_WORK REQUIRED_:
Every line below that includes the word "where" needs to be copied.

_ENTRIES SHOWN_:
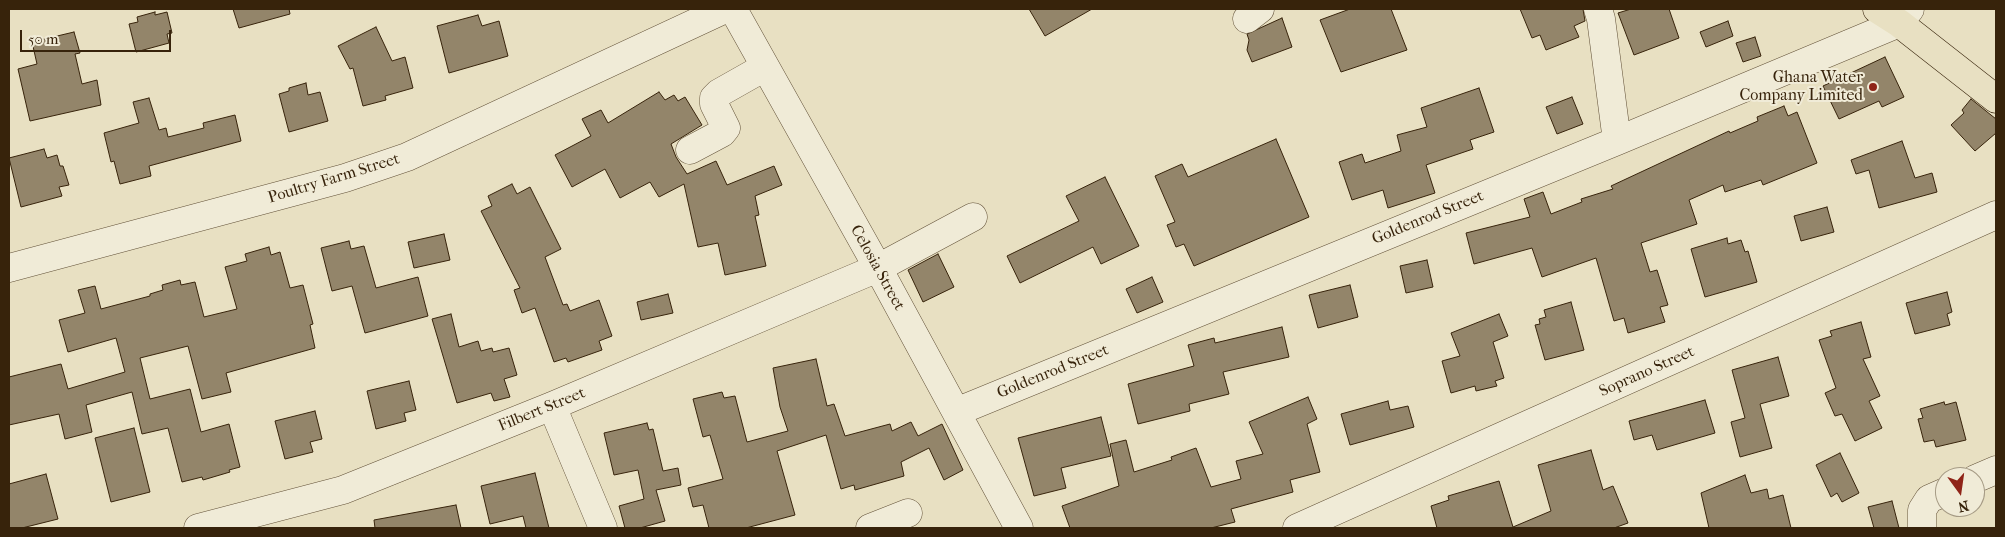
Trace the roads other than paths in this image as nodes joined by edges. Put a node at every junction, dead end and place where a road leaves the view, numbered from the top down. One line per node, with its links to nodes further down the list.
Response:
==
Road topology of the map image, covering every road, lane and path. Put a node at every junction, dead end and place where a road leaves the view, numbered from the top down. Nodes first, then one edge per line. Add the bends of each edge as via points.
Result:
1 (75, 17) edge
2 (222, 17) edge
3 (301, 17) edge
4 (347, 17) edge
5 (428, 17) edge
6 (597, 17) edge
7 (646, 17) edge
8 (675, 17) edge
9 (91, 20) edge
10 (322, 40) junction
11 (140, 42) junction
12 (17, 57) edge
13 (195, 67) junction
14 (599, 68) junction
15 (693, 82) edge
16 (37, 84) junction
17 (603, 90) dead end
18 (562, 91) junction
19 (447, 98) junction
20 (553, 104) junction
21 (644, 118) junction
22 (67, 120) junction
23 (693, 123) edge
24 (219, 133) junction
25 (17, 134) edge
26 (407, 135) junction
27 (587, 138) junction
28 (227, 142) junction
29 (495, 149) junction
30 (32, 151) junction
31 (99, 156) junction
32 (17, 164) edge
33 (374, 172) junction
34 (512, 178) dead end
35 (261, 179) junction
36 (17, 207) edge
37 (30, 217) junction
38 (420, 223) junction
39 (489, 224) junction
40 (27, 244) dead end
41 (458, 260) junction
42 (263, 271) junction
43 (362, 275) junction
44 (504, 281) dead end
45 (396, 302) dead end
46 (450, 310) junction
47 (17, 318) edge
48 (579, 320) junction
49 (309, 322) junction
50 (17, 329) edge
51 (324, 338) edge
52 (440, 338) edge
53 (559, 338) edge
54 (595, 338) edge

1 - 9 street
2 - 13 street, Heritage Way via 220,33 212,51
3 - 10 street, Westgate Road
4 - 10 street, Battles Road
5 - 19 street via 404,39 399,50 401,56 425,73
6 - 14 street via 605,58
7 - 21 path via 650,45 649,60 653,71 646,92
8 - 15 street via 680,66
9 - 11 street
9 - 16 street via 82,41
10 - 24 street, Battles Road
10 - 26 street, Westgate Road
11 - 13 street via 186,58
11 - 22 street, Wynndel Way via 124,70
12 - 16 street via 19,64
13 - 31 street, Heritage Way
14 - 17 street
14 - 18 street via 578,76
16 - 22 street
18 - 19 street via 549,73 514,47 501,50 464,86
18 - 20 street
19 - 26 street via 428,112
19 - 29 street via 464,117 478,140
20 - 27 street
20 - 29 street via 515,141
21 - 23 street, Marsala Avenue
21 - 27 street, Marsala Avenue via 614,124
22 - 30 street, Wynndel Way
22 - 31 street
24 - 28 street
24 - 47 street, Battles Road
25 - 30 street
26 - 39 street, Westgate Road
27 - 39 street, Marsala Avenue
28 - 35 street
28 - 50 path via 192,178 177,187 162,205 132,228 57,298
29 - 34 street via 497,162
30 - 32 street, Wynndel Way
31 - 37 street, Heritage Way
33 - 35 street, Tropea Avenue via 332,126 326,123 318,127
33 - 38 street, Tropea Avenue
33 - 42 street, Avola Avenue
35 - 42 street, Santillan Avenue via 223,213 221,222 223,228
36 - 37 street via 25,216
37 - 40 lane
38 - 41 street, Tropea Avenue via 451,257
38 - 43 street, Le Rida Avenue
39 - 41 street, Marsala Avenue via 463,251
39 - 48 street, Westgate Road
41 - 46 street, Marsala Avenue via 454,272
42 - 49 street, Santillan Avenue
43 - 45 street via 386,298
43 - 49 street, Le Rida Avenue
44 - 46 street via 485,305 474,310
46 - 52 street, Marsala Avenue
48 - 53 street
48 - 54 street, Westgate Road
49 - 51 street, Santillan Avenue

_EXERCISE OUTPUT_:
Trace the roads other than paths in this image as nodes joined by edges. Put a node at every junction, dead end and place where a road leaves the view, numbered from the top down. One line per node, with its links to nodes further down the list.
Road topology of the map image, covering every road, lane and path. Put a node at every junction, dead end and place where a road leaves the view, numbered from the top down. Nodes first, then one edge per line. Add the bends of each edge as via points.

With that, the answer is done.